The Cambridge History of English and American Literature in 18 Volumes (1907–21).
Volume XIV. The Victorian Age, Part Two.
§ 74. Orators of the Reform Bill period
In the great reform movement, with whose triumph a new era in English political life began, the foremost figure is that of Charles second earl Grey, to whose courage and sincerity the chief credit of the passing of the bill, is above all, due. Since, in 1786, he had (though matters of finance were never much to his taste) in an admired maiden speech attacked Pitt’s commercial treaties, he never faltered, either in the days of the eclipse of the whig party, or in those of catholic emancipation (in which he delivered a speech which Stanley (Derby) said he would rather have made than four of Brougham’s) and of reform. It was thought regrettable that lord Grey allowed the fiery nature of John George Lambton, first earl of Durham, to domineer over him; but this was, chiefly, a matter of temper. Durham’s own career was brief and stormy; the celebrated report on Canadian affairs by which he is most generally remembered is said to have been mainly written by his secretary Charles Buller, a young liberal of great personal popularity, a lively orator and an acute reasoner in both speech and pamphlet.

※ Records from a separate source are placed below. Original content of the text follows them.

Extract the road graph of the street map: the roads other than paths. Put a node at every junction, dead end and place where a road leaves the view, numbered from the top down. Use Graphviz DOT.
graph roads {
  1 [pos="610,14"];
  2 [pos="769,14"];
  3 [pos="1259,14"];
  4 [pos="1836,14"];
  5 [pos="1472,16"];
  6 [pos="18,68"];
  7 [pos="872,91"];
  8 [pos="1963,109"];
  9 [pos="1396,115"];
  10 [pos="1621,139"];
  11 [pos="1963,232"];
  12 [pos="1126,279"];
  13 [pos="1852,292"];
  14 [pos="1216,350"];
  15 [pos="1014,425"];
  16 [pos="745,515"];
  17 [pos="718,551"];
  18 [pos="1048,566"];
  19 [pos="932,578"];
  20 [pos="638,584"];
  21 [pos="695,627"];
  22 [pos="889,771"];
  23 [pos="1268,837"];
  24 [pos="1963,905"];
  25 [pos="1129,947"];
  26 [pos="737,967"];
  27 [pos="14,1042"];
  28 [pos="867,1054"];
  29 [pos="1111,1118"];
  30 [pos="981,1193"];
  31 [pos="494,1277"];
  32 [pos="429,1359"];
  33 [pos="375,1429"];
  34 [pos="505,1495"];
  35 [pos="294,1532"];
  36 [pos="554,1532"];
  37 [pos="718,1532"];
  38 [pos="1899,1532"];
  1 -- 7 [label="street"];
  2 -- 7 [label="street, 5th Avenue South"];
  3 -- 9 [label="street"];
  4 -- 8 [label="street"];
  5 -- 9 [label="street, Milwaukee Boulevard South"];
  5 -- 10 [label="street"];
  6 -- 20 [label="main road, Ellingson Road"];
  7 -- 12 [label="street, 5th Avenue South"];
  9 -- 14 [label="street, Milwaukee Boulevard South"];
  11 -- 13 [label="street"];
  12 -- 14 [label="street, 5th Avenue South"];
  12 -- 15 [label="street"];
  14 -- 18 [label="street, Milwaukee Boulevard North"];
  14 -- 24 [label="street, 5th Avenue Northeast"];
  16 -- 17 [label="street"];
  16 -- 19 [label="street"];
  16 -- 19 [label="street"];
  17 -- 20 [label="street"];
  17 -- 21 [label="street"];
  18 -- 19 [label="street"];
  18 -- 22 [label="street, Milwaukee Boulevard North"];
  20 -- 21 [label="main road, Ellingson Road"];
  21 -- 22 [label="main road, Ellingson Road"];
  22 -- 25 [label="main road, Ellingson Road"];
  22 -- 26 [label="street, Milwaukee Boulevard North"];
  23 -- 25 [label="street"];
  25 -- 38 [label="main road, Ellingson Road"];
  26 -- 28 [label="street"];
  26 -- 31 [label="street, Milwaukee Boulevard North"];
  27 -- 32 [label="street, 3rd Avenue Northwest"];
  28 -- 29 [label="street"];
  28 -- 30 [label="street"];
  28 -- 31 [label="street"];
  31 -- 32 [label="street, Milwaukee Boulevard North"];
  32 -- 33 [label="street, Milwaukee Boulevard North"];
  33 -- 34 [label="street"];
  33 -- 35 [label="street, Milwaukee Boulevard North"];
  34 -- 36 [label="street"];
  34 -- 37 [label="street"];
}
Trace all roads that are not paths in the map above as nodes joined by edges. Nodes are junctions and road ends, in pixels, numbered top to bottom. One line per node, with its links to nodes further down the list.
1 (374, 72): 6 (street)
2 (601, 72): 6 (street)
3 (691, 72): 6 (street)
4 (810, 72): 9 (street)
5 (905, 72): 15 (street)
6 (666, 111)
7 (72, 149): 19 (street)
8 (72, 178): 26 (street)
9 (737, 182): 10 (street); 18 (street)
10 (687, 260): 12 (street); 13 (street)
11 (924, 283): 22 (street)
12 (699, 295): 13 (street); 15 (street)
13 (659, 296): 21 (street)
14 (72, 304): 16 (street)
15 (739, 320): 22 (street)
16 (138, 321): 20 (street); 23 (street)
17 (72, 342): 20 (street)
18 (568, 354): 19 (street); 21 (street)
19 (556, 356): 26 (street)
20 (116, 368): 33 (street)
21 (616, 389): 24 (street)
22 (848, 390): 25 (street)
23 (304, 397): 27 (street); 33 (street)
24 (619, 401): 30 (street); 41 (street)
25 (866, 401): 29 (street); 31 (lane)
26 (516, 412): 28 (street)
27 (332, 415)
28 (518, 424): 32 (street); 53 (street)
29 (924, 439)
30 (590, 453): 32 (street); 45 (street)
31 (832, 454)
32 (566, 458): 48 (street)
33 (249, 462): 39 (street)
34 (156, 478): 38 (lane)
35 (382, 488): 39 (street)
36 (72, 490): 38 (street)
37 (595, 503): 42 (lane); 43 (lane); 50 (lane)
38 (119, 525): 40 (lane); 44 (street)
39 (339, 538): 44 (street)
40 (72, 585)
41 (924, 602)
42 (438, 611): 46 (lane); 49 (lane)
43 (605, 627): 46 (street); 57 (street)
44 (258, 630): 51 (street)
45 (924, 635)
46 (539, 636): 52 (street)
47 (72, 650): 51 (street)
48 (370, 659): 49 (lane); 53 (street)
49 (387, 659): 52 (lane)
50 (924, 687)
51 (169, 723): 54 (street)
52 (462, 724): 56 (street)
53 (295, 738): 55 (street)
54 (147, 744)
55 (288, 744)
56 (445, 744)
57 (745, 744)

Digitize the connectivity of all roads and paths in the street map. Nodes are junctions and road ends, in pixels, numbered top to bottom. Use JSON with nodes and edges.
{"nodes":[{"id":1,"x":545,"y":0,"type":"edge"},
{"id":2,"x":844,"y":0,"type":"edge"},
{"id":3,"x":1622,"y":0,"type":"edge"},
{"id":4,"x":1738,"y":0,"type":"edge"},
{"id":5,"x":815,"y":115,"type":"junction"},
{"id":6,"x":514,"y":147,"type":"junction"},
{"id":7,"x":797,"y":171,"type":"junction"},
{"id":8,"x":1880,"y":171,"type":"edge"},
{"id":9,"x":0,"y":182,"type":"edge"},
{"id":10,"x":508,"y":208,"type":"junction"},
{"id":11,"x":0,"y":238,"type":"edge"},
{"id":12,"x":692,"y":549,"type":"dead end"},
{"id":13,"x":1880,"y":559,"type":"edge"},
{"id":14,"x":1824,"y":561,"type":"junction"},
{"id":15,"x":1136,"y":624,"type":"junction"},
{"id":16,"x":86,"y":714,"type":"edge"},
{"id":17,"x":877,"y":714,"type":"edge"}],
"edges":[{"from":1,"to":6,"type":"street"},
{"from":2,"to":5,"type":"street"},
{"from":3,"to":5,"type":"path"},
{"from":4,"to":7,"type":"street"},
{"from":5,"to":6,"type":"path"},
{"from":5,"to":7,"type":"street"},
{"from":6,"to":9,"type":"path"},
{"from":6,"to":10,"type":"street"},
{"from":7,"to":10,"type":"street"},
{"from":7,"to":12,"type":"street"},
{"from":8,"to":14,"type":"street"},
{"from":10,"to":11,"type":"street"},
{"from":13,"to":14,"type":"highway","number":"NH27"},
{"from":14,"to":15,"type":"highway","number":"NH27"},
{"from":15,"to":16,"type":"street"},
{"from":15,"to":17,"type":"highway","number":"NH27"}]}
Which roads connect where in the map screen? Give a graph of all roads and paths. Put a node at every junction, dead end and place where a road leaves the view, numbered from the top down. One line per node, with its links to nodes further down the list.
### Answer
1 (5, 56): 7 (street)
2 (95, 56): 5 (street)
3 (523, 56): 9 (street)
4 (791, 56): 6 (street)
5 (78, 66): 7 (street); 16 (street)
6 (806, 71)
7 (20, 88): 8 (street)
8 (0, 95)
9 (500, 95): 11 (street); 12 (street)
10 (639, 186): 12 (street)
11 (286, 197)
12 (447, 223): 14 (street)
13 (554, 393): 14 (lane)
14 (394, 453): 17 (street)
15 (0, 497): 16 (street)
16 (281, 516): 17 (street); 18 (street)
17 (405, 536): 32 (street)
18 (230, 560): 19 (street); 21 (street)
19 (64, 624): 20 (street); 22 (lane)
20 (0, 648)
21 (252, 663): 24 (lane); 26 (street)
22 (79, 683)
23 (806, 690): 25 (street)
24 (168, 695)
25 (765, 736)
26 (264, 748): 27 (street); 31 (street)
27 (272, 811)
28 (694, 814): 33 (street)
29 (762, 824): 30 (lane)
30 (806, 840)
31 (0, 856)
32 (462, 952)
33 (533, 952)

In the debates on the Reform bill, Macaulay’s renown as an orator was first established; although, perhaps, he never quite fulfilled the exorbitant expectations formed of him at the time of his first entrance into the parliamentary arena. It was but natural that what was most admirable in his speeches should be their literary qualities; they were usually of the nature of harangues or set orations, carrying away in their rush the arguments of his adversaries. But they were not designed as replies, and, thus, lack some of the most stimulating qualities of parliamentary oratory. Among his later speeches, those on the question of copyright, to which he could contribute a most extraordinary wealth of illustration, are notable as having not only influenced but actually determined legislation.
Outside parliament, the Reform bill campaign was carried on in innumerable speeches, among which those of Henry (“Orator”) Hunt should, perhaps, not be passed by. When, after the great bill had passed, he entered parliament, he soon sank into a nonentity, and was said by Cobbett to be “really as inoffensive as Pistol or Bardolph.” Hunt and Cobbett died in the same year (1835); but no comparison is possible between their powers.